• Problem statement:
Using the word "roads" as the filter, copy each matching line from the records.

* * *

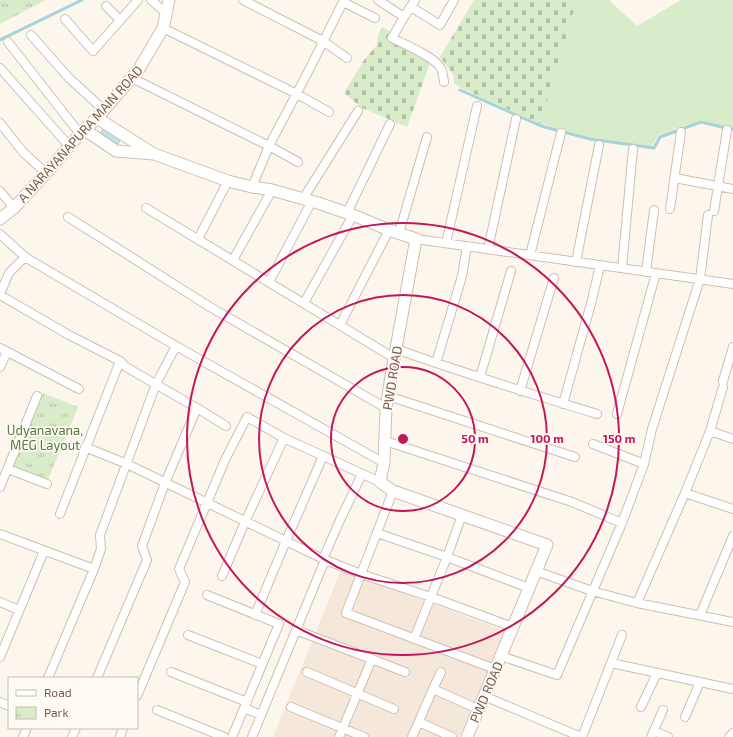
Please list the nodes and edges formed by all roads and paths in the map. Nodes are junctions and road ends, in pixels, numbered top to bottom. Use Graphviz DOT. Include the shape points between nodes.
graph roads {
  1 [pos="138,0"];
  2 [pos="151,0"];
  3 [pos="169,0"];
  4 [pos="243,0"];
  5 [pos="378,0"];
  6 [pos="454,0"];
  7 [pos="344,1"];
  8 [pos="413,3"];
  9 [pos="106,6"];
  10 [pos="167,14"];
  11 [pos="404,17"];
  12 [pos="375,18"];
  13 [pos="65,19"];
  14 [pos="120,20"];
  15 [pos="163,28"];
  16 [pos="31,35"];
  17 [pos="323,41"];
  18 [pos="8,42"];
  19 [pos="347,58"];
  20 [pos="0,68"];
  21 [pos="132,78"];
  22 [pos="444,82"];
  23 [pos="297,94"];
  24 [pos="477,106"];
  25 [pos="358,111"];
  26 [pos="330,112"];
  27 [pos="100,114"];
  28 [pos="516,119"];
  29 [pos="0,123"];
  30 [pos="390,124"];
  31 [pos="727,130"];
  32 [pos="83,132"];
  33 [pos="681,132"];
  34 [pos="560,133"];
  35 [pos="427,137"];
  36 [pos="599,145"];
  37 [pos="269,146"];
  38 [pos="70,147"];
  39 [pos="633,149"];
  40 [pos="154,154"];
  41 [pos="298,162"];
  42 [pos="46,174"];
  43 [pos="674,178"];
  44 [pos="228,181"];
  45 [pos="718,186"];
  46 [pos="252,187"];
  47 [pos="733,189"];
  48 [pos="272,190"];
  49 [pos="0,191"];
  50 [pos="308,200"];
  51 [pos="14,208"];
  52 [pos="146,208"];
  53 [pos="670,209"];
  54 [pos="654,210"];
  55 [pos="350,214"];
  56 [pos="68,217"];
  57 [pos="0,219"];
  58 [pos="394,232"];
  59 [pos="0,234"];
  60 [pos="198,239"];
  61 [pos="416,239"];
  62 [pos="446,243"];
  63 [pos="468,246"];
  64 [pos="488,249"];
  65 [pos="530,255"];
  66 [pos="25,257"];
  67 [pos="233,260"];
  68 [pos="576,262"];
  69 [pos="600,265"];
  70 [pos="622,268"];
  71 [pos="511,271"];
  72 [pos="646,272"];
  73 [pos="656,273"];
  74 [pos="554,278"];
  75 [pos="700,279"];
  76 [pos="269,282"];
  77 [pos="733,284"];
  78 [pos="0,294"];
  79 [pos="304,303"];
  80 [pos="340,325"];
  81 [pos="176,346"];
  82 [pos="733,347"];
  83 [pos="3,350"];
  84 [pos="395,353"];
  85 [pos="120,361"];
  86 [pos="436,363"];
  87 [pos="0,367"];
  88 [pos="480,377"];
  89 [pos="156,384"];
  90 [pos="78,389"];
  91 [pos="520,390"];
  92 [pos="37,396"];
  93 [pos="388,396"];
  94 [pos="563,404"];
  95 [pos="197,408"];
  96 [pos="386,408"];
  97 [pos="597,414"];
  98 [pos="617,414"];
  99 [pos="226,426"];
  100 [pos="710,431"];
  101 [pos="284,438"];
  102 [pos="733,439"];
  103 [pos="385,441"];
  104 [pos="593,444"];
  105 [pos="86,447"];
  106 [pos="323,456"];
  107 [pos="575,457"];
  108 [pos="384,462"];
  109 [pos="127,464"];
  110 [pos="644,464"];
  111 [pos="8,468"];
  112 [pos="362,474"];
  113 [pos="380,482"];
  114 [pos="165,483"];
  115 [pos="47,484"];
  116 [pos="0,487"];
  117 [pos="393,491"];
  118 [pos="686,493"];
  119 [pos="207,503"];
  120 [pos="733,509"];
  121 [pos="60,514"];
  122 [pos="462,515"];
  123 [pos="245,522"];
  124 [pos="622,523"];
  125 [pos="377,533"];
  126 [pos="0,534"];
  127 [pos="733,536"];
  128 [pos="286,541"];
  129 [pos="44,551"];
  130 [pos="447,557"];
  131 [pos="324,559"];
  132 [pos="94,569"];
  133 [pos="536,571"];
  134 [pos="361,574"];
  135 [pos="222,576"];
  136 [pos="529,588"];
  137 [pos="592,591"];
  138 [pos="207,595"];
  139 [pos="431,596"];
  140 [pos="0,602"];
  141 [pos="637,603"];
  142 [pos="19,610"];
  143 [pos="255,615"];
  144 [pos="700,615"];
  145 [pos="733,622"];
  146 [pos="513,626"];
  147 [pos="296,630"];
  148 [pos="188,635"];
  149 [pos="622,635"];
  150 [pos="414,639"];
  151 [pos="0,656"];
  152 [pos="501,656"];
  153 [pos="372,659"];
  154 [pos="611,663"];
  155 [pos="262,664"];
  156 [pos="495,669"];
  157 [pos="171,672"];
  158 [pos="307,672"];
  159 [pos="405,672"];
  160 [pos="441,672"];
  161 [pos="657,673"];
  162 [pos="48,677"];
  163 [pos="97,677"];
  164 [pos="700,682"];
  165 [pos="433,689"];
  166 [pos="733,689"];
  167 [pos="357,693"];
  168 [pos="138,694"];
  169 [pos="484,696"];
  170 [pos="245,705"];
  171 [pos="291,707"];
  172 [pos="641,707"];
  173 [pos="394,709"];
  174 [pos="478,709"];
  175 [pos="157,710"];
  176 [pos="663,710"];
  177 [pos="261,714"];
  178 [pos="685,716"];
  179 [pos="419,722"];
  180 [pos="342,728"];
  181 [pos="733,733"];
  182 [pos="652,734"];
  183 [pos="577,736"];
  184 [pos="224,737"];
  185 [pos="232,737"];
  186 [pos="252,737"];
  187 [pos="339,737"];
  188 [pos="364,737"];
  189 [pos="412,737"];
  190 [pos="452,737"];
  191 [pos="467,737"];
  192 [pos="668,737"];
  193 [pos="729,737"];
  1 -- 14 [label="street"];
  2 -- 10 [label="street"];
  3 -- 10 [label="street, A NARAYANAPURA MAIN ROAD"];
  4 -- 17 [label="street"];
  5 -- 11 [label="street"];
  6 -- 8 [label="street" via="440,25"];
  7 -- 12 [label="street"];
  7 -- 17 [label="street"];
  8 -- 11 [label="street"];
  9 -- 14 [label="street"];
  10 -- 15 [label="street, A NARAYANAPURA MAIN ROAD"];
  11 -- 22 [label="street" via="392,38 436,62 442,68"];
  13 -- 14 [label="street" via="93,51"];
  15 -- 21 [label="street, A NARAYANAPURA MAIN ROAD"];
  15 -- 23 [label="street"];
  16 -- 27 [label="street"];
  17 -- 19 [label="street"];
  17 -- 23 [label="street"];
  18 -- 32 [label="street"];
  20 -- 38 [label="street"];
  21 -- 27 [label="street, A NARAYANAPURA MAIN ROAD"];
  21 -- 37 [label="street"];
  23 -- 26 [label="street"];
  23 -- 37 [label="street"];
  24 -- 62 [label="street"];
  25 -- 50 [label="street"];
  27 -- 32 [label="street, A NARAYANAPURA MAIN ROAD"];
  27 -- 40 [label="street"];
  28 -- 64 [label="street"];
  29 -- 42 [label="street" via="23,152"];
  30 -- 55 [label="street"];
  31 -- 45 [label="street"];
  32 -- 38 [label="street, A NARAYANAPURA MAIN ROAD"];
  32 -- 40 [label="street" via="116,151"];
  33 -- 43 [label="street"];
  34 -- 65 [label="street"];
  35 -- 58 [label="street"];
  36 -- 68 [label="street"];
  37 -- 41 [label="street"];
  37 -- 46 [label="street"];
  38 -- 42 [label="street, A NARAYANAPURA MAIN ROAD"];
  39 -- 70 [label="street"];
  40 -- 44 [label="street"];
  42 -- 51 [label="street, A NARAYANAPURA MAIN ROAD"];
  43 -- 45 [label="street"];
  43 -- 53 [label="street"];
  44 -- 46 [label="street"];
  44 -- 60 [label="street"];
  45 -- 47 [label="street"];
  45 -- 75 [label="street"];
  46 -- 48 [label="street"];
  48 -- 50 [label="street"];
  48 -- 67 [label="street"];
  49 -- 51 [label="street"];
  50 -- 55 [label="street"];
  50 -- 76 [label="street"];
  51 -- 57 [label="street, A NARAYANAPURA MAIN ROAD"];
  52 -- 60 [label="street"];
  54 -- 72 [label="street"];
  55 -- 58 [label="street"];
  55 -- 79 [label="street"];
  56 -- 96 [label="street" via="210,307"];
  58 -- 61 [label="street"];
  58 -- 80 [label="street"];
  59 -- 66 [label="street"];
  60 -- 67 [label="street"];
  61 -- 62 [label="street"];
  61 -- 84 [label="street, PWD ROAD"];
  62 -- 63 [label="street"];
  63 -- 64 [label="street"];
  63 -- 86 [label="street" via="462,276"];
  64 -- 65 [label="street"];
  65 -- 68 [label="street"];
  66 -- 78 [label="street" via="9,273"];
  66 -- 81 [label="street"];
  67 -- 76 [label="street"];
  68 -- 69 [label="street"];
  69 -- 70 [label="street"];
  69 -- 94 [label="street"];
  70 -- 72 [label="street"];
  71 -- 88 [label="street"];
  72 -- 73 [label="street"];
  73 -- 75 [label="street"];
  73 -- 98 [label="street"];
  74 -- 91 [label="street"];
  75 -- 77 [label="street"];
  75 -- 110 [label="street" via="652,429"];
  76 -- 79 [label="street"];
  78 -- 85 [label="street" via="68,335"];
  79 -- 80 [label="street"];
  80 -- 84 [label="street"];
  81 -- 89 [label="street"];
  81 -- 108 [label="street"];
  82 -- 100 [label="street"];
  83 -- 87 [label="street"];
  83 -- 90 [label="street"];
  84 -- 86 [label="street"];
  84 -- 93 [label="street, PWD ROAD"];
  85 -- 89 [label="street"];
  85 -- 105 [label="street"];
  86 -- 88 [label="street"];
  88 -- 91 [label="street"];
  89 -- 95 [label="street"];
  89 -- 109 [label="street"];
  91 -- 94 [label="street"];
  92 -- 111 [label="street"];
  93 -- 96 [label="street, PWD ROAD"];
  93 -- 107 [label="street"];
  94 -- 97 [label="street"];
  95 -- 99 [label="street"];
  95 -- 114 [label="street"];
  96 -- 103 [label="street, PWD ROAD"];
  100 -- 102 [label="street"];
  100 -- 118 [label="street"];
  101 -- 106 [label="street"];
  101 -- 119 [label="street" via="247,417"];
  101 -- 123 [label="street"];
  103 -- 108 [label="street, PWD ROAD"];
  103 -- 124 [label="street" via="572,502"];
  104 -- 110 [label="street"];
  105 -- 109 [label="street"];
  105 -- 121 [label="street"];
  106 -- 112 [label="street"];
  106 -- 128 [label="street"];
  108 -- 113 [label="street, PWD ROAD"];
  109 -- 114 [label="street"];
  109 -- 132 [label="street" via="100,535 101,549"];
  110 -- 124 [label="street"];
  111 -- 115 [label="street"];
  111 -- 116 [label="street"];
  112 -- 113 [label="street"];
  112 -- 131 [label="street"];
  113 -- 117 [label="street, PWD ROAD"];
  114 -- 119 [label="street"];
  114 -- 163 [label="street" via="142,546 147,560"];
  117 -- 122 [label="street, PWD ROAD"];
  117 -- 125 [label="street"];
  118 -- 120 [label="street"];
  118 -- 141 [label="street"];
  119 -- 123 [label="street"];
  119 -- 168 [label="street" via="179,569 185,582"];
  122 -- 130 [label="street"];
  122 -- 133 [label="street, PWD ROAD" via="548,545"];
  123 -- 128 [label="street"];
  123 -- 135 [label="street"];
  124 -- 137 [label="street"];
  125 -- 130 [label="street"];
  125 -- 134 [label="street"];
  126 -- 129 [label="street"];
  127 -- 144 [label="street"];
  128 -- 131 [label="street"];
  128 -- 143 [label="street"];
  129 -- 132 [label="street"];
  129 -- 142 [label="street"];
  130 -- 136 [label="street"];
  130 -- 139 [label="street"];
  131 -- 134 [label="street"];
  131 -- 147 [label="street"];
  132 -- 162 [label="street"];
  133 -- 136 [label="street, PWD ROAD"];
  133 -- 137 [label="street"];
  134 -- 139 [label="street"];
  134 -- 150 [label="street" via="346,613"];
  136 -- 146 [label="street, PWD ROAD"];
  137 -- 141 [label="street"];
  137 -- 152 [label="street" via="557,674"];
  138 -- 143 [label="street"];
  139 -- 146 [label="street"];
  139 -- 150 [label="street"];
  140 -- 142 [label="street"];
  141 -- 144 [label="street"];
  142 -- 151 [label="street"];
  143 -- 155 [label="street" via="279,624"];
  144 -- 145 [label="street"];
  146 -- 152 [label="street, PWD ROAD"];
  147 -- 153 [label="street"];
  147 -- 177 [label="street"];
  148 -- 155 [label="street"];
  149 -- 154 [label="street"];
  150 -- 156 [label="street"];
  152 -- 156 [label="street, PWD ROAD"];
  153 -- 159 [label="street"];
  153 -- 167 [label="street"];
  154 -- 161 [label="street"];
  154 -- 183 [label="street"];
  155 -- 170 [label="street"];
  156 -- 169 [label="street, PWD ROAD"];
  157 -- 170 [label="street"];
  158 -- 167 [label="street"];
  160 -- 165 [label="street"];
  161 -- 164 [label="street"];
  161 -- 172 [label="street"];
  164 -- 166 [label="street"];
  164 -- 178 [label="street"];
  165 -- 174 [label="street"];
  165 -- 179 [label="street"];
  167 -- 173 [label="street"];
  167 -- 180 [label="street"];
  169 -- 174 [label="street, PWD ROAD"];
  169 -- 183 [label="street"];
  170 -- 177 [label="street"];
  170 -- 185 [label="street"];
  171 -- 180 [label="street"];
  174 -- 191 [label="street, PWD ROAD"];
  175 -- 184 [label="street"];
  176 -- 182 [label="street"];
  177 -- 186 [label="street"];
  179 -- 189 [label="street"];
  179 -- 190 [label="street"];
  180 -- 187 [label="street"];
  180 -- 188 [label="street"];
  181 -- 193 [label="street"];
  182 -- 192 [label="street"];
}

* * *

• Your solution:
Please list the nodes and edges formed by all roads and paths in the map. Nodes are junctions and road ends, in pixels, numbered top to bottom. Use Graphviz DOT. Include the shape points between nodes.
graph roads {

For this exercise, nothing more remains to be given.